A Restorative Yoga Intervention for African-American Breast Cancer Survivors: a Pilot Study.

Author information

College of Medicine, Howard University, Washington, DC, USA.
Community Outreach Associates, P.O. Box 9379, Washington, DC, 20005, USA.
Department of Biostatistics, Bioinformatics, and Biomathematics, Georgetown University, Washington, DC, USA.
Georgetown-Lombardi Comprehensive Cancer Center, Research Building, E501, 3970 Reservoir Road, NW, Washington, DC, 20057, USA.
Department of Psychology, Howard University, Washington, DC, USA.
College of Medicine, Howard University, Washington, DC, USA.



Data show that yoga is effective for improving health-related outcomes in breast cancer survivors. While breast cancer is the most commonly diagnosed cancer among African-American women (AAW), AAW are less likely to engage in yoga compared to other ethnic groups. The goals of the current study were to assess the feasibility of an 8-week restorative yoga program among African-American breast cancer survivors (AA BCS). Specifically, study aims were to (1) measure changes in study outcomes in a restorative yoga (RY) group compared to a wait list control group, (2) assess adherence to the RY program, and (3) assess program satisfaction among study participants.

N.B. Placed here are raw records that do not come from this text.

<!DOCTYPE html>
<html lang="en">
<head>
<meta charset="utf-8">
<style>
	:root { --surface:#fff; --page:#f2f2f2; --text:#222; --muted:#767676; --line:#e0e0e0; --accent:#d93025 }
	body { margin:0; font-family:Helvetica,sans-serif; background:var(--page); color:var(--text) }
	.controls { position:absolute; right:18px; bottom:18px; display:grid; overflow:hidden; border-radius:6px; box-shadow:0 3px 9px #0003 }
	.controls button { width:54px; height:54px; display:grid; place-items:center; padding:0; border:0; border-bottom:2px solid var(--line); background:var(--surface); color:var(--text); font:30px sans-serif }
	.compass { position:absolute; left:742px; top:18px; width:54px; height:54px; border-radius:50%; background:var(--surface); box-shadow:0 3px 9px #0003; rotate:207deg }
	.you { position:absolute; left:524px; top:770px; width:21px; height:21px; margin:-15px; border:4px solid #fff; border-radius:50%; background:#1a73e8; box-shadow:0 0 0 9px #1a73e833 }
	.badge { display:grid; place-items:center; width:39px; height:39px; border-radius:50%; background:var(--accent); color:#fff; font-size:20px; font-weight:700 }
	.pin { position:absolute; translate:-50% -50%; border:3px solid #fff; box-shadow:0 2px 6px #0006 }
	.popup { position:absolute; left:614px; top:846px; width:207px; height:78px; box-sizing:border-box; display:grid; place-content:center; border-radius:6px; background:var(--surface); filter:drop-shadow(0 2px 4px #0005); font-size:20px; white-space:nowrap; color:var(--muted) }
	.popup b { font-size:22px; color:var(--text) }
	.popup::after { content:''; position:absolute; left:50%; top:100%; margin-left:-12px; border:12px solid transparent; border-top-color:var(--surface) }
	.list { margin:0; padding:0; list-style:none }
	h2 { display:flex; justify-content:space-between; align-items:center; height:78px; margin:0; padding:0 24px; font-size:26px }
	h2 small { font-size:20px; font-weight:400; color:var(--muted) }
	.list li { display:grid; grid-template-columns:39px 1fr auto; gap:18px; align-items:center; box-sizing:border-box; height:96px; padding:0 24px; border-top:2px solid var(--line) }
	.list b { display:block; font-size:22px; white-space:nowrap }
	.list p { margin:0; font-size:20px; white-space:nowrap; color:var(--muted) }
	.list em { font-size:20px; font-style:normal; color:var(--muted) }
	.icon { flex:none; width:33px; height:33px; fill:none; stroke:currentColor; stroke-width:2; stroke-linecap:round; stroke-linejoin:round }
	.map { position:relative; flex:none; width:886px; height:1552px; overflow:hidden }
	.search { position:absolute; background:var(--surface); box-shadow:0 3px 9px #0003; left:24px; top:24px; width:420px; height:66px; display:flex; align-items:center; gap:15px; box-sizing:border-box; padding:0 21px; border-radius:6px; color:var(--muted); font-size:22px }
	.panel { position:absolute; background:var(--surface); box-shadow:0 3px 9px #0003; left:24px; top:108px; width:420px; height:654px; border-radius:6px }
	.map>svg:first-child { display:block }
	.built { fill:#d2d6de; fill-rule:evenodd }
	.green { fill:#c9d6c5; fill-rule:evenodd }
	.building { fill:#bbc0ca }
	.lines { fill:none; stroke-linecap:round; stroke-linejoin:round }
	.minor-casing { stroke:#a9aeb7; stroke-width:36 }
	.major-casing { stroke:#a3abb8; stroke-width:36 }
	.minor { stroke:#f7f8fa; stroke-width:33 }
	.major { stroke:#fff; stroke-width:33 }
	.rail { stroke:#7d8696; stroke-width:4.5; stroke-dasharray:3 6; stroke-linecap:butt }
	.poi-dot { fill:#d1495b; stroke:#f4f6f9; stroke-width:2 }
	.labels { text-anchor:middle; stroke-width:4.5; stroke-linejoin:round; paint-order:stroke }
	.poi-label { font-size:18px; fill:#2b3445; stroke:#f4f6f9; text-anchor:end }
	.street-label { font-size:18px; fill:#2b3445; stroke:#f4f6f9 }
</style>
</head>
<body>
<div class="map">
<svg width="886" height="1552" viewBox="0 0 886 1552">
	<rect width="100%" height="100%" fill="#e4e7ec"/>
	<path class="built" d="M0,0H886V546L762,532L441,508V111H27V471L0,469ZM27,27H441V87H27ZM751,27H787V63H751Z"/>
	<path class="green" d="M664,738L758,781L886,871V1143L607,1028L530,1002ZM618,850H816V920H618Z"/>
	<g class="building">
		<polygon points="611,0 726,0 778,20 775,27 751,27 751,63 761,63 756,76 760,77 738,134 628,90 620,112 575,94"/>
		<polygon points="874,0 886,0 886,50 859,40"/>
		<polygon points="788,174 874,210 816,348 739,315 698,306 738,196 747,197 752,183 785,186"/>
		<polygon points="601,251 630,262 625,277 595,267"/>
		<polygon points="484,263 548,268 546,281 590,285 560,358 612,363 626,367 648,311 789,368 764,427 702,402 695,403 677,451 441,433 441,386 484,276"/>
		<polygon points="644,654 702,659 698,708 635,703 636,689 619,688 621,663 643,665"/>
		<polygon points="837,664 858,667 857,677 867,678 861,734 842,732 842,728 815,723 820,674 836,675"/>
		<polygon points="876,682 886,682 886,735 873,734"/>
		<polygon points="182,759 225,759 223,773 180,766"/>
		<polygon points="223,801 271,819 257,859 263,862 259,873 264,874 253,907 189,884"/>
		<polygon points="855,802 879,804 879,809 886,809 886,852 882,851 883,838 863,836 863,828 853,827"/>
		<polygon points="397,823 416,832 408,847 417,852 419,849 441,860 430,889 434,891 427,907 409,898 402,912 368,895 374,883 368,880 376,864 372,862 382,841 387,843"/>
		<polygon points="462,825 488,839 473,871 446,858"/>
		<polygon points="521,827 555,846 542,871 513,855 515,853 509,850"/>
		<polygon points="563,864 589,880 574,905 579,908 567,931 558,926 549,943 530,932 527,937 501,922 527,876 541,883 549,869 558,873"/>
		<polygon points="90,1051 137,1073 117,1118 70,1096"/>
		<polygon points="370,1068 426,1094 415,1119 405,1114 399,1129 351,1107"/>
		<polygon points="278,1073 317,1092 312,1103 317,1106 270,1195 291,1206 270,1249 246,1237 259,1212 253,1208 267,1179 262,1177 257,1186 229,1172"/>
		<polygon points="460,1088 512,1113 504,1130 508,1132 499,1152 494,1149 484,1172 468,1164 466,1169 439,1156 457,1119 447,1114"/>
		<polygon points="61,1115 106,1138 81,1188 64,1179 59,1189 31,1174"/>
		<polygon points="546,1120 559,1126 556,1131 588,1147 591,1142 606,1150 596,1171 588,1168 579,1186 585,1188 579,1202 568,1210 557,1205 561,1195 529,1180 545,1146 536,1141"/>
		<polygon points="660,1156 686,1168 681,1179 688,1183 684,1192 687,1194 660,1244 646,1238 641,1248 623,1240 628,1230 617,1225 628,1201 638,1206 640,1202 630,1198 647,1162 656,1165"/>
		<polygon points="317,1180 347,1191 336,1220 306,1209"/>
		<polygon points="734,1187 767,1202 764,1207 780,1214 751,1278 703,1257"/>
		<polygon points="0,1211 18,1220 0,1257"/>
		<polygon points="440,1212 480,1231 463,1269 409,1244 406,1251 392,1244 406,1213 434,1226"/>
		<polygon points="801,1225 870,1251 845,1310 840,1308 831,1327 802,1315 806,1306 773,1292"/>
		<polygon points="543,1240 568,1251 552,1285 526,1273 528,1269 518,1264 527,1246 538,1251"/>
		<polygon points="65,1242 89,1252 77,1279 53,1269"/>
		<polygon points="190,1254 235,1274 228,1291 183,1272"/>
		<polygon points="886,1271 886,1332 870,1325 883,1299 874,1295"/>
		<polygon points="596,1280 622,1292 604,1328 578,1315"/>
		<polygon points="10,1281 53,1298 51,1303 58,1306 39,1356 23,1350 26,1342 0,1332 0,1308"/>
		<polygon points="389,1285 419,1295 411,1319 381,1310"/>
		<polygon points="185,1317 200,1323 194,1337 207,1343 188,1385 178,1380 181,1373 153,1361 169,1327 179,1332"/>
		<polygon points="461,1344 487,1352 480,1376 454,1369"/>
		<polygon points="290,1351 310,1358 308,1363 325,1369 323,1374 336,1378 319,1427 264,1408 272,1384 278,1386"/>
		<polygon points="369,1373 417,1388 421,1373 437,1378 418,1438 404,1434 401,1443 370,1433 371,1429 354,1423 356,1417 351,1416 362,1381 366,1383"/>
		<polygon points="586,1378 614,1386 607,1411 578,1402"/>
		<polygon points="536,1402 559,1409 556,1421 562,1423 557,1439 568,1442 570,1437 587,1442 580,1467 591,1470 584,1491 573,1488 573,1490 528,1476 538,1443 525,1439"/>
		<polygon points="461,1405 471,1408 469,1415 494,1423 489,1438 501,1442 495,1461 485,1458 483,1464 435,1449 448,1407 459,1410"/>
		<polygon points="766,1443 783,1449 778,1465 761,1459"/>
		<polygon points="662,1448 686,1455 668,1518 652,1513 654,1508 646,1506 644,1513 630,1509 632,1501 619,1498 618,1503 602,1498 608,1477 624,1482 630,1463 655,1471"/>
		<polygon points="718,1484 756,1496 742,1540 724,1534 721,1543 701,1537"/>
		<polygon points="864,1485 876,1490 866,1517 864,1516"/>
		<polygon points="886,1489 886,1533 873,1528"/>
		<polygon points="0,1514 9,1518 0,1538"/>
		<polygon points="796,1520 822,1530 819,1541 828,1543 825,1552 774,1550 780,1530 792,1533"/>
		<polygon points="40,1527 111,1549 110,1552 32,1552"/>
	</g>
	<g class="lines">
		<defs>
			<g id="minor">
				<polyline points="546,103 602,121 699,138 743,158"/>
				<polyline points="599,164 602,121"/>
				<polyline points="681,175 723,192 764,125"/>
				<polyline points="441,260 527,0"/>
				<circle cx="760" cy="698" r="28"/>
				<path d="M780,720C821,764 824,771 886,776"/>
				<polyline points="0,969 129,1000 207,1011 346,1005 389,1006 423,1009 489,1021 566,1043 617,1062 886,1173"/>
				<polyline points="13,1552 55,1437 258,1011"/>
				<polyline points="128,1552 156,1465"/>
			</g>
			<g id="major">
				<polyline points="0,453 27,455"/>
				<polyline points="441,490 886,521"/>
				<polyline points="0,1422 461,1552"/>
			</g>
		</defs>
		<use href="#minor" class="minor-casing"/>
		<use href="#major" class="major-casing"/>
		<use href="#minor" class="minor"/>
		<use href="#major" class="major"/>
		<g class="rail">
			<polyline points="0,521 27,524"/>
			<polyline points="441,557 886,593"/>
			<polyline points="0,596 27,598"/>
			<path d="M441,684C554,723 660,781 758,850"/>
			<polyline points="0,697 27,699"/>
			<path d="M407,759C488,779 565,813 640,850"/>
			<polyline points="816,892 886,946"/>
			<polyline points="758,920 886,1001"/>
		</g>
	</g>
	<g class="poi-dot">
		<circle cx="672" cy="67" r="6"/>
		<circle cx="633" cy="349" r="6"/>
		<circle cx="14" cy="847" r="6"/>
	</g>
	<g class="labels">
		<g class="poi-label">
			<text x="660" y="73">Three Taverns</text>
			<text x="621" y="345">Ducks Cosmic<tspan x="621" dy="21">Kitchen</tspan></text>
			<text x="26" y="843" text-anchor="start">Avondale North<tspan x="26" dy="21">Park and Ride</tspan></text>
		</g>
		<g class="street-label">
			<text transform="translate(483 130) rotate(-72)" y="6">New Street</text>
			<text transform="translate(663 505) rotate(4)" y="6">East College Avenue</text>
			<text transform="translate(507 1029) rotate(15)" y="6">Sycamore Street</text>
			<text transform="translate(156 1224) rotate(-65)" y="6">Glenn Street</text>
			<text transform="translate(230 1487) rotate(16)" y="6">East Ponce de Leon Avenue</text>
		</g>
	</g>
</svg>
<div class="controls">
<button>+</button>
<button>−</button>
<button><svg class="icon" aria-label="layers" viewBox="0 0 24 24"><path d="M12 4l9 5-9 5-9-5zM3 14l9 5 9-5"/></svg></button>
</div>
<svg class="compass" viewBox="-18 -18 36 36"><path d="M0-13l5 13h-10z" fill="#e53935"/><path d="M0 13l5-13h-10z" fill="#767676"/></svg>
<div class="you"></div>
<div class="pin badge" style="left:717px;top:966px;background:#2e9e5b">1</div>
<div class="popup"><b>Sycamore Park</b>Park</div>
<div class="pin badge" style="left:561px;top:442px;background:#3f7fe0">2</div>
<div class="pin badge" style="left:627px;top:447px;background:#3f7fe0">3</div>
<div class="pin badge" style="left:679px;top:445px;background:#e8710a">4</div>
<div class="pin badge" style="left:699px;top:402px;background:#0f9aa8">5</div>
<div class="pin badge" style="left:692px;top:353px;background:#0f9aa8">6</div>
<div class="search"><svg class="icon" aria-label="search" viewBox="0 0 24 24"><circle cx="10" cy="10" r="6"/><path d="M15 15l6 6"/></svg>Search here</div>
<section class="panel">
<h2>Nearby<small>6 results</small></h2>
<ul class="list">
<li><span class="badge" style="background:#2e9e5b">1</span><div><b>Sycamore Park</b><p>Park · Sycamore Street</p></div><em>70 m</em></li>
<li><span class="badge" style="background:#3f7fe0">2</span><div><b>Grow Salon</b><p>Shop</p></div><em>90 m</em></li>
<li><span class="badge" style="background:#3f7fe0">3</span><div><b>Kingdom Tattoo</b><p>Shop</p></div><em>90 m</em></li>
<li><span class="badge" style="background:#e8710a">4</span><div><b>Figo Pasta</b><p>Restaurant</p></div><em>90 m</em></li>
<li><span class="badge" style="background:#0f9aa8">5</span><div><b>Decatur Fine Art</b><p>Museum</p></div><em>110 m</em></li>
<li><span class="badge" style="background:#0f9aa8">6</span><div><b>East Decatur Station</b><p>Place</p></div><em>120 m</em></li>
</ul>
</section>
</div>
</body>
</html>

Thirty-three AA BCS were randomly assigned to either the RY intervention (n = 18) or wait list control group (n = 15). RY classes met once per week for 8 weeks. Pre- and post-testing assessments were measured at 0 and 8 weeks (immediately post-intervention).


Depression scores at follow-up were significantly lower in the yoga group (M = 4.78, SD = 3.56) compared to the control group (M = 6.91, SD = 5.86). No significant group differences were observed for sleep quality, fatigue, or perceived stress. Yoga program participants completing baseline assessments demonstrated 61% adherence to the yoga classes. Average rating of the yoga program was "very useful." Recommendations for future yoga programs were provided.


This study suggests that yoga has a beneficial effect on depression in AA BCS. There is, however, a need to further explore the benefits of yoga among minority breast cancer survivors using a study with larger sample sizes.